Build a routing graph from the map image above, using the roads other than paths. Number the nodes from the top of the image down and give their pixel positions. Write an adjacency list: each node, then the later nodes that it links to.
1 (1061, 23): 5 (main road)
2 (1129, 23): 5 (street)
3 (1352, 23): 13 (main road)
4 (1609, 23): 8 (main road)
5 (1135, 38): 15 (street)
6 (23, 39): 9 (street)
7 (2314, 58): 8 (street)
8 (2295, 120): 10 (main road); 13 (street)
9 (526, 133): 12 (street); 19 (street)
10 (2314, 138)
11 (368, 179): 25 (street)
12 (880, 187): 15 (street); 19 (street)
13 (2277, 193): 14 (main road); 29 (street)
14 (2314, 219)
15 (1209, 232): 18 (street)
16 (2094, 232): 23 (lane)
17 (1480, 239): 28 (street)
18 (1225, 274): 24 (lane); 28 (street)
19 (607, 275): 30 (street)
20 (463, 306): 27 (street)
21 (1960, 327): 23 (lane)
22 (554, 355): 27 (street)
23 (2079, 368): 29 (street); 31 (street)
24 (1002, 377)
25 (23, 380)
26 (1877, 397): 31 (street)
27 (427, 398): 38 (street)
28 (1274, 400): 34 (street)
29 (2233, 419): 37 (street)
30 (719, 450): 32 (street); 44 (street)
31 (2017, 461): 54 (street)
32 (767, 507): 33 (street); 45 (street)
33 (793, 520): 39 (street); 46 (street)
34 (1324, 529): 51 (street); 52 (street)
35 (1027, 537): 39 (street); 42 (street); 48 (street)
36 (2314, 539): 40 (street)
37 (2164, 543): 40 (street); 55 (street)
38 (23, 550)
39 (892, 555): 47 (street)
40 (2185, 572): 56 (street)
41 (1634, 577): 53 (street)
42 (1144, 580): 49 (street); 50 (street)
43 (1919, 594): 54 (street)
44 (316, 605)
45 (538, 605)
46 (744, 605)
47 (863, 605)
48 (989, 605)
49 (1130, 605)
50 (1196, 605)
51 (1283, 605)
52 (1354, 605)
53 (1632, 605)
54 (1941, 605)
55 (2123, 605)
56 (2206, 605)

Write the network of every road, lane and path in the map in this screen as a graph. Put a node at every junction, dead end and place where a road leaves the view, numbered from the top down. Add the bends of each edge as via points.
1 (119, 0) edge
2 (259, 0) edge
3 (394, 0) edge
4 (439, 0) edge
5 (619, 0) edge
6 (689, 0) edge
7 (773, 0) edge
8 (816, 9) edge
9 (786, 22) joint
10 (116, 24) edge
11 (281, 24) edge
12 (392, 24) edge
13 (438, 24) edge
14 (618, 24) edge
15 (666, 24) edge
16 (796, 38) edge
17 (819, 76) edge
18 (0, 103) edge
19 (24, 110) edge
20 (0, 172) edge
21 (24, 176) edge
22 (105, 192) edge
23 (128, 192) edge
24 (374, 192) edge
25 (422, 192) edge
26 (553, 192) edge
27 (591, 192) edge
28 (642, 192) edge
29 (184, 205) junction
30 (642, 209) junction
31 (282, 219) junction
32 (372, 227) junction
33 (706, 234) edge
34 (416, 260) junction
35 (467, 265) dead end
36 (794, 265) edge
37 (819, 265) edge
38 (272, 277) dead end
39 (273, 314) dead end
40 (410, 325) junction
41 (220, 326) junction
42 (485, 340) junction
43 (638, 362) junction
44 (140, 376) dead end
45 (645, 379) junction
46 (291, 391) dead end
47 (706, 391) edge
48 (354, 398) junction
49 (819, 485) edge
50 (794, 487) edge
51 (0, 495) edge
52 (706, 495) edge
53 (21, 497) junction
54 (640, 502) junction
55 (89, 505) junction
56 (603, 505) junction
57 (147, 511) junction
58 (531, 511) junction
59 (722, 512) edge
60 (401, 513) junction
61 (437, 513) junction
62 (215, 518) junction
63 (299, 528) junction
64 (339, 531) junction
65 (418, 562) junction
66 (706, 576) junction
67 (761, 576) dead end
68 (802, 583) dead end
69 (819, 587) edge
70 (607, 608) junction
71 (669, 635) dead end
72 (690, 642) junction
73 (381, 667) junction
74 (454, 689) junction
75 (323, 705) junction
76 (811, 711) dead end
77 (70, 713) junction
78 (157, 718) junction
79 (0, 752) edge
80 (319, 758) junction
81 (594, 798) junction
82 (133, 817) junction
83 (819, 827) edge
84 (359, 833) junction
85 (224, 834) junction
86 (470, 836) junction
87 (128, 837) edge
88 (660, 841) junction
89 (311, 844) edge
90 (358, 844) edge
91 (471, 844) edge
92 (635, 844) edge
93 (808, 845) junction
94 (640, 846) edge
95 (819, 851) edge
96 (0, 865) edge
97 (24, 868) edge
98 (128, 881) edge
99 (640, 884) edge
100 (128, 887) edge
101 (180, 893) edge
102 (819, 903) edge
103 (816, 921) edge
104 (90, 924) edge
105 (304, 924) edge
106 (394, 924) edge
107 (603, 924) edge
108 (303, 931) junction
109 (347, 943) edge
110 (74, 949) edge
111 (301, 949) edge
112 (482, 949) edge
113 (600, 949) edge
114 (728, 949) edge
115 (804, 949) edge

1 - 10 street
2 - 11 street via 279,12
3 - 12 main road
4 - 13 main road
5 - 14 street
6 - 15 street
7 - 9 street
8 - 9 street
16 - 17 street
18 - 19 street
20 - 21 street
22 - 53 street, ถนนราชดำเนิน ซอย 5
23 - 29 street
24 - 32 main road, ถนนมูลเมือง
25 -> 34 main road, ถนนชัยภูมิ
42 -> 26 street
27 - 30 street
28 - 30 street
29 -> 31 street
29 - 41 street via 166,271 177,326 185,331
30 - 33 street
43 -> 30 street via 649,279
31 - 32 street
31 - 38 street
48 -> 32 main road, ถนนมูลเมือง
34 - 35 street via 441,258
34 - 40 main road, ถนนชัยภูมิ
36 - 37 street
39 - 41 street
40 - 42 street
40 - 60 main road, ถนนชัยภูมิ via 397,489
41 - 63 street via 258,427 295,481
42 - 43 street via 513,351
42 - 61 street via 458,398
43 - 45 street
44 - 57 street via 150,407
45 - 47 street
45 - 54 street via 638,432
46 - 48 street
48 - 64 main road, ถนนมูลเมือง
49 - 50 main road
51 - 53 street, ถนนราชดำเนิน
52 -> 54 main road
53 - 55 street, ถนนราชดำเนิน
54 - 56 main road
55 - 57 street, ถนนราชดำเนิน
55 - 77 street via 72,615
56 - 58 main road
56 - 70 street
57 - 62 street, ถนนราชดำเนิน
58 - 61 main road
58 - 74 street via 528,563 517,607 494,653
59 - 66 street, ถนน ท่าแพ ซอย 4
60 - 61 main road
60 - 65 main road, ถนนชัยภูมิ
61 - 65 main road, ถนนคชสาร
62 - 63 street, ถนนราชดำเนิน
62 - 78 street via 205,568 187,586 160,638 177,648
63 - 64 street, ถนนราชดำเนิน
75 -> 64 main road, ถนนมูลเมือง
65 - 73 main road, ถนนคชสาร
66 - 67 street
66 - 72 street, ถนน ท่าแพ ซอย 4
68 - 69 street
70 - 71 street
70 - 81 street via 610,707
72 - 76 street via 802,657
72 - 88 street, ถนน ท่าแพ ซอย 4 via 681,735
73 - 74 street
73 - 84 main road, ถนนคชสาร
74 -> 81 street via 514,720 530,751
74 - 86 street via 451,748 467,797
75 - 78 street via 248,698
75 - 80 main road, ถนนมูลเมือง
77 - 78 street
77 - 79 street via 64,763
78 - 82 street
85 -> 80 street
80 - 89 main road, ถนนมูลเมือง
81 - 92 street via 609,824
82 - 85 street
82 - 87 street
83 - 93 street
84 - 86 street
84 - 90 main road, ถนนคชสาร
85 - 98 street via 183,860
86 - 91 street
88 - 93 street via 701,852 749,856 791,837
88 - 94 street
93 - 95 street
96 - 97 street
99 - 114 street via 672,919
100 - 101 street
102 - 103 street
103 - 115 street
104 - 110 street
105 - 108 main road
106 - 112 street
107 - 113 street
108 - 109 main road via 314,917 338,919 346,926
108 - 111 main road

# [About this task]
Check each line of the listing above. Copy it if it holds the string "graph".

# [Answer for the task]
Build a routing graph from the map image above, using the roads other than paths. Number the nodes from the top of the image down and give their pixel positions. Write an adjacency list: each node, then the later nodes that it links to.
Write the network of every road, lane and path in the map in this screen as a graph. Put a node at every junction, dead end and place where a road leaves the view, numbered from the top down. Add the bends of each edge as via points.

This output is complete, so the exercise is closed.